* _Action item_
Which lines of the records contain "where"? Collect every one of them.
[Opening Records for the exercise section]
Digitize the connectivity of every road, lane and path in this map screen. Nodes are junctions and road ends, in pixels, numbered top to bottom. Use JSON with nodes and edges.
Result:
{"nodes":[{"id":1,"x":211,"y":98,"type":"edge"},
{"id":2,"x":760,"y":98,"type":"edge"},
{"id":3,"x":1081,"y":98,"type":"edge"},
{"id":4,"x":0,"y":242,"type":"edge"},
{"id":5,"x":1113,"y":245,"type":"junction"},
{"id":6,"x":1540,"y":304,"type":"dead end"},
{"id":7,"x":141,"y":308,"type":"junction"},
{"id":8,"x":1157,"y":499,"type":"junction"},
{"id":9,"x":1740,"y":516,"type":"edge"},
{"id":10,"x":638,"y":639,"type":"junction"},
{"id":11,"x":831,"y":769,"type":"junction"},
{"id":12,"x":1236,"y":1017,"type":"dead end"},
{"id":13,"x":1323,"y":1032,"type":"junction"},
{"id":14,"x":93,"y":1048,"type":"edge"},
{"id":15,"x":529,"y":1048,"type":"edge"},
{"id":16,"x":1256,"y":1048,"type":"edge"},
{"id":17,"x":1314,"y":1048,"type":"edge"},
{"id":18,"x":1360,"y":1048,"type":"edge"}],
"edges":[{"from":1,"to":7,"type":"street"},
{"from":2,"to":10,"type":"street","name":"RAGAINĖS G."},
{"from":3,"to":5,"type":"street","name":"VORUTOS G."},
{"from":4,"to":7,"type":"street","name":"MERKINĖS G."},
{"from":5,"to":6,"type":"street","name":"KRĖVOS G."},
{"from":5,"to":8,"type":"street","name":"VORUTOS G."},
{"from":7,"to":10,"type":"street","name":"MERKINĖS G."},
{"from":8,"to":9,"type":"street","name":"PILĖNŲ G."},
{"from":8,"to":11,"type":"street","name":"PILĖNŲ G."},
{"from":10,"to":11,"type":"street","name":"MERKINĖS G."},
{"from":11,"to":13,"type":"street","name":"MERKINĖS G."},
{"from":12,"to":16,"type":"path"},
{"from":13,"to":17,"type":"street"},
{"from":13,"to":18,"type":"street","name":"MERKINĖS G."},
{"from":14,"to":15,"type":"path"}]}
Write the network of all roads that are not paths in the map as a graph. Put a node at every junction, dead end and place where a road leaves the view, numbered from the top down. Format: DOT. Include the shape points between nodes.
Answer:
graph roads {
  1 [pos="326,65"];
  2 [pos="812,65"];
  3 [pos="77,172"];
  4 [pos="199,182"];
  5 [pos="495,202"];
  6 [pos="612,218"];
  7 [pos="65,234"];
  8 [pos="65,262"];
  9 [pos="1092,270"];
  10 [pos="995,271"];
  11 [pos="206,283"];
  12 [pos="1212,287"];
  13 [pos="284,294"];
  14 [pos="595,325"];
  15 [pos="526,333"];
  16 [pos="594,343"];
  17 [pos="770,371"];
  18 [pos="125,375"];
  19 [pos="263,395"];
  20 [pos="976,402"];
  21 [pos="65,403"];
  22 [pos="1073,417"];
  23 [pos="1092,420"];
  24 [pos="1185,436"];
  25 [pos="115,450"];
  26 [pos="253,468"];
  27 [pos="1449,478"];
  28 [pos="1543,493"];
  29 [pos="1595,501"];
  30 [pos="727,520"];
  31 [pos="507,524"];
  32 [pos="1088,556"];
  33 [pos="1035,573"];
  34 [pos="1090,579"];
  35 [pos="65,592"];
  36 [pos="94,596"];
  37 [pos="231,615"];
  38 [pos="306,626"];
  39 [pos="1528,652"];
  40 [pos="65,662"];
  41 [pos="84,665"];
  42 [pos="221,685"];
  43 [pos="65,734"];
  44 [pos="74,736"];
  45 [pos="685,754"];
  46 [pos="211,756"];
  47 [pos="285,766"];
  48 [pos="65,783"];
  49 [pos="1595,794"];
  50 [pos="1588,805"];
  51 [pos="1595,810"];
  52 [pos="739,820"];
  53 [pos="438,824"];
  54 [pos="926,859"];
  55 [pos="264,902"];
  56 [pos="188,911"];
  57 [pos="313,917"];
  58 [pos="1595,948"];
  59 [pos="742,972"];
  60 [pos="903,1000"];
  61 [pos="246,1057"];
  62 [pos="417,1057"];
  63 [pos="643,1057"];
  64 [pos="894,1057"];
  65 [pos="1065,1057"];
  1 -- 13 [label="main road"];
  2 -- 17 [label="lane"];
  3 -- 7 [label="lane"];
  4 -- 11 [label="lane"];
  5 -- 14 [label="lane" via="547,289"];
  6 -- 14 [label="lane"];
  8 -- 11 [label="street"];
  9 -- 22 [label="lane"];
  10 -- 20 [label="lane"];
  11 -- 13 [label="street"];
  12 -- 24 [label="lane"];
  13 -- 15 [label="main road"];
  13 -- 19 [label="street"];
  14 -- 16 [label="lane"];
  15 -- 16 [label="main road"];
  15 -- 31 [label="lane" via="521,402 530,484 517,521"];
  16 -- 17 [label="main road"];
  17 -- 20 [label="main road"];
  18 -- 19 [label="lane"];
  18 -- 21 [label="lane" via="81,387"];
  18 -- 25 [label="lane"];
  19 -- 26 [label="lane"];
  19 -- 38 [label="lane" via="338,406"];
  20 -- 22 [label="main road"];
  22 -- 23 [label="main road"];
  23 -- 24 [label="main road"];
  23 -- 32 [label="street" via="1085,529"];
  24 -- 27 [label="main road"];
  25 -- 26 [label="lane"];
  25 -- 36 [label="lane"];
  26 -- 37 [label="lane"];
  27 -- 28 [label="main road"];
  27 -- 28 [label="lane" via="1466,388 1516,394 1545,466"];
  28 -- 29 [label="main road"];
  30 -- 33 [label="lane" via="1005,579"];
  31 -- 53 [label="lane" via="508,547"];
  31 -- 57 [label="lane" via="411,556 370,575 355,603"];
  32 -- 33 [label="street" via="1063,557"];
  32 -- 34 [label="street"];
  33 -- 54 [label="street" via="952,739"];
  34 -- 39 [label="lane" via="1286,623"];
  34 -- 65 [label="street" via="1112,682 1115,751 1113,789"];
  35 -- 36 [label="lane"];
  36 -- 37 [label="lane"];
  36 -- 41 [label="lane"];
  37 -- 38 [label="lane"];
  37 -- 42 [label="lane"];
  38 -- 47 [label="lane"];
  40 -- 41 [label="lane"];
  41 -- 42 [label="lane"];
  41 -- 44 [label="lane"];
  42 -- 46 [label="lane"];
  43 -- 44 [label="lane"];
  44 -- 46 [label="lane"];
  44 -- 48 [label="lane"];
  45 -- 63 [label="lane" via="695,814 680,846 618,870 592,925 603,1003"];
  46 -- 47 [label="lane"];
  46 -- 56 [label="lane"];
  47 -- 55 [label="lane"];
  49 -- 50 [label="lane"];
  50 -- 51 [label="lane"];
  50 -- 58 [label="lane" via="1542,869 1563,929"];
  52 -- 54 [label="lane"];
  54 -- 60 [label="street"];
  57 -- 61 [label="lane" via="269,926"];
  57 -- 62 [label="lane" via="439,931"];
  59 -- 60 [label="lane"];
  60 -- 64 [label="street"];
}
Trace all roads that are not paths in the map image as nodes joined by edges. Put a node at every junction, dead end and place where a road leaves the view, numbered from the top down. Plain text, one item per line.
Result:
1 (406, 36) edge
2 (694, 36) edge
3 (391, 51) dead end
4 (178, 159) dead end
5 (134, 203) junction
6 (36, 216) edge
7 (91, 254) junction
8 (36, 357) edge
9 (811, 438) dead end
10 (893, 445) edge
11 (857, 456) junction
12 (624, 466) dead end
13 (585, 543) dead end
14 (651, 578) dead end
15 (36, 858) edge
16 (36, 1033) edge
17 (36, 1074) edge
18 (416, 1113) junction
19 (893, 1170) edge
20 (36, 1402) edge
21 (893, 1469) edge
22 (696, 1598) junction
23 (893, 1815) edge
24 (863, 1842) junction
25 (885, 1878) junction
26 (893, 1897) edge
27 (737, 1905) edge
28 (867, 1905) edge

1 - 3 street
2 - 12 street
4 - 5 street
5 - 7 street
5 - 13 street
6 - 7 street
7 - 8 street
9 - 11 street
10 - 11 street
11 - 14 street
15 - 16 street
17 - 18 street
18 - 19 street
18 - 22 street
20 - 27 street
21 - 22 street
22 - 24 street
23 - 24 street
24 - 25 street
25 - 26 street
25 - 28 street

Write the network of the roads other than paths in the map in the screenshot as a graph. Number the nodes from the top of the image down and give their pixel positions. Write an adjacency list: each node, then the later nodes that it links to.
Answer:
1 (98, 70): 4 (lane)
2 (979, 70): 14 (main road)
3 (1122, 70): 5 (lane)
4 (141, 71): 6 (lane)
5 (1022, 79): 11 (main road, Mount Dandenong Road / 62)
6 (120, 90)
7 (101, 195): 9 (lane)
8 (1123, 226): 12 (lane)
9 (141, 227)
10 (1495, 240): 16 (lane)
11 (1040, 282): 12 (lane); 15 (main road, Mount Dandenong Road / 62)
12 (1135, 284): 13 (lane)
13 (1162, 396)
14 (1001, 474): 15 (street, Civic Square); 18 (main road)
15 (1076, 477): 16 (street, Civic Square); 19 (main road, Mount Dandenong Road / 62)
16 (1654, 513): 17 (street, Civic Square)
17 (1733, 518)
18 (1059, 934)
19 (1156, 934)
[Closing Records for the exercise section]
* _Result_
Write the network of all roads that are not paths in the map as a graph. Put a node at every junction, dead end and place where a road leaves the view, numbered from the top down. Format: DOT. Include the shape points between nodes.
Trace all roads that are not paths in the map image as nodes joined by edges. Put a node at every junction, dead end and place where a road leaves the view, numbered from the top down. Plain text, one item per line.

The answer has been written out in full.